─── Supplied material ───

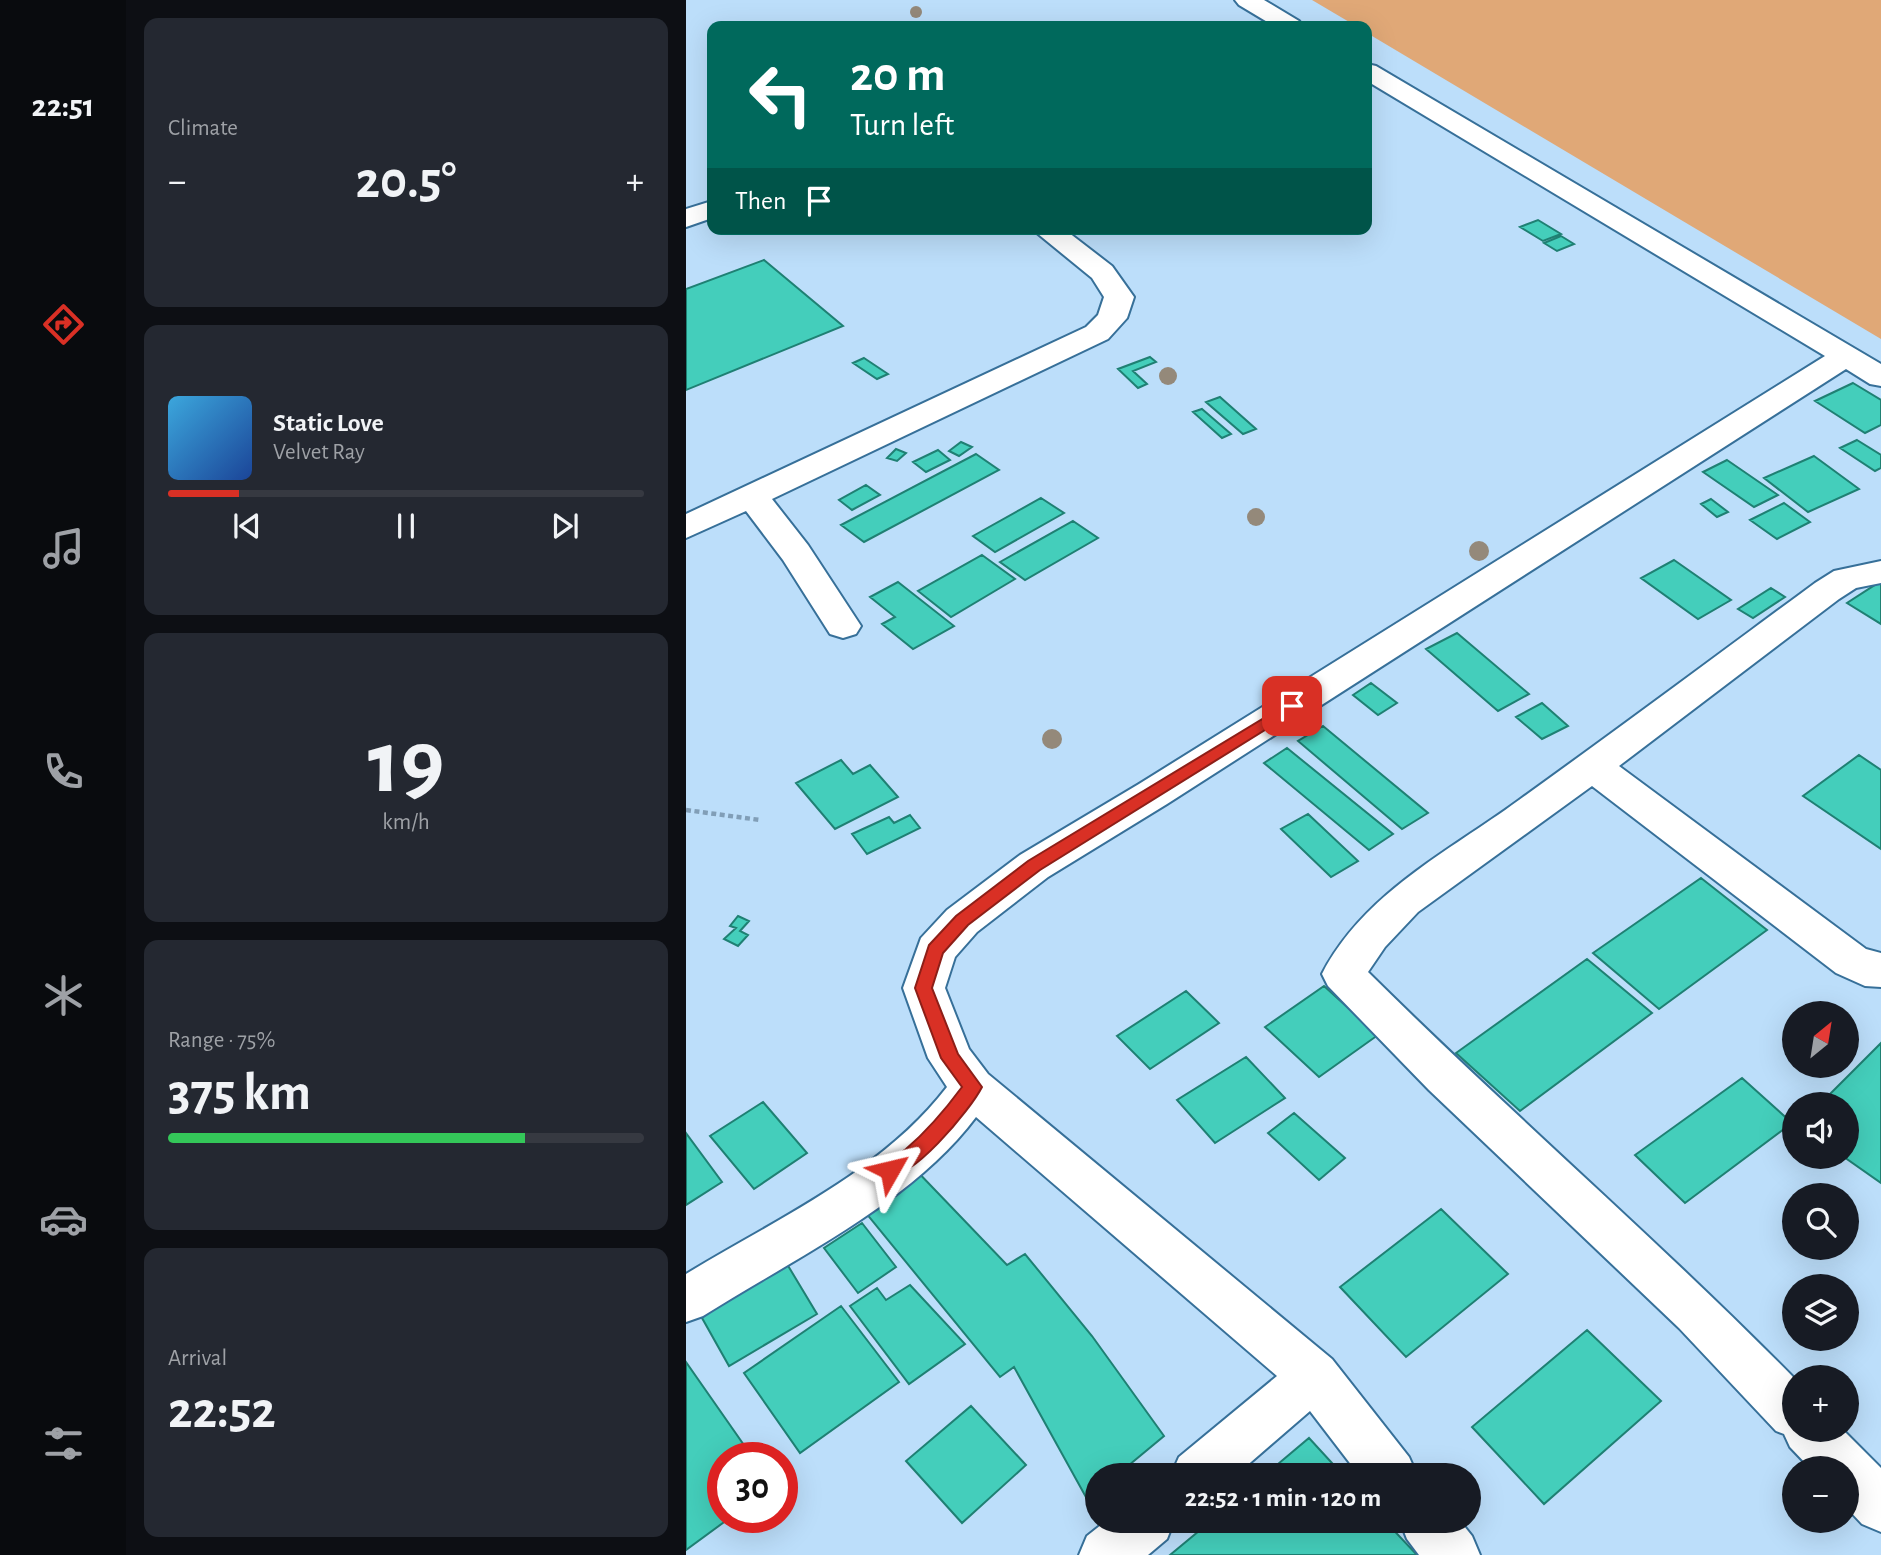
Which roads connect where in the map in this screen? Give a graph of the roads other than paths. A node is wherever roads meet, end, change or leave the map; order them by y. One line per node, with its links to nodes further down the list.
1 (1247, 0): 2 (street)
2 (1283, 21)
3 (1372, 74): 7 (street)
4 (707, 211): 5 (street)
5 (686, 219)
6 (1054, 235): 9 (street)
7 (1846, 356): 8 (street); 15 (street)
8 (1881, 377)
9 (752, 496): 10 (street); 12 (street)
10 (686, 527)
11 (1881, 572): 13 (street)
12 (843, 626)
13 (1591, 765): 14 (street); 18 (street)
14 (1881, 970)
15 (972, 1087): 16 (street); 17 (street)
16 (686, 1300)
17 (1314, 1376): 21 (street); 22 (street)
18 (1782, 1402)
19 (1820, 1442): 20 (street)
20 (1833, 1456)
21 (1211, 1463)
22 (1382, 1463)
23 (1859, 1483): 24 (street)
24 (1881, 1506)
25 (1133, 1533): 27 (street)
26 (1436, 1533): 28 (street)
27 (1106, 1555)
28 (1453, 1555)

───

A faithful copy of the data is required: each word kept, each picture omitted.

Which roads connect where in the map in this screen? Give a graph of the roads other than paths. A node is wherever roads meet, end, change or leave the map; order them by y. One line per node, with its links to nodes further down the list.
1 (1247, 0): 2 (street)
2 (1283, 21)
3 (1372, 74): 7 (street)
4 (707, 211): 5 (street)
5 (686, 219)
6 (1054, 235): 9 (street)
7 (1846, 356): 8 (street); 15 (street)
8 (1881, 377)
9 (752, 496): 10 (street); 12 (street)
10 (686, 527)
11 (1881, 572): 13 (street)
12 (843, 626)
13 (1591, 765): 14 (street); 18 (street)
14 (1881, 970)
15 (972, 1087): 16 (street); 17 (street)
16 (686, 1300)
17 (1314, 1376): 21 (street); 22 (street)
18 (1782, 1402)
19 (1820, 1442): 20 (street)
20 (1833, 1456)
21 (1211, 1463)
22 (1382, 1463)
23 (1859, 1483): 24 (street)
24 (1881, 1506)
25 (1133, 1533): 27 (street)
26 (1436, 1533): 28 (street)
27 (1106, 1555)
28 (1453, 1555)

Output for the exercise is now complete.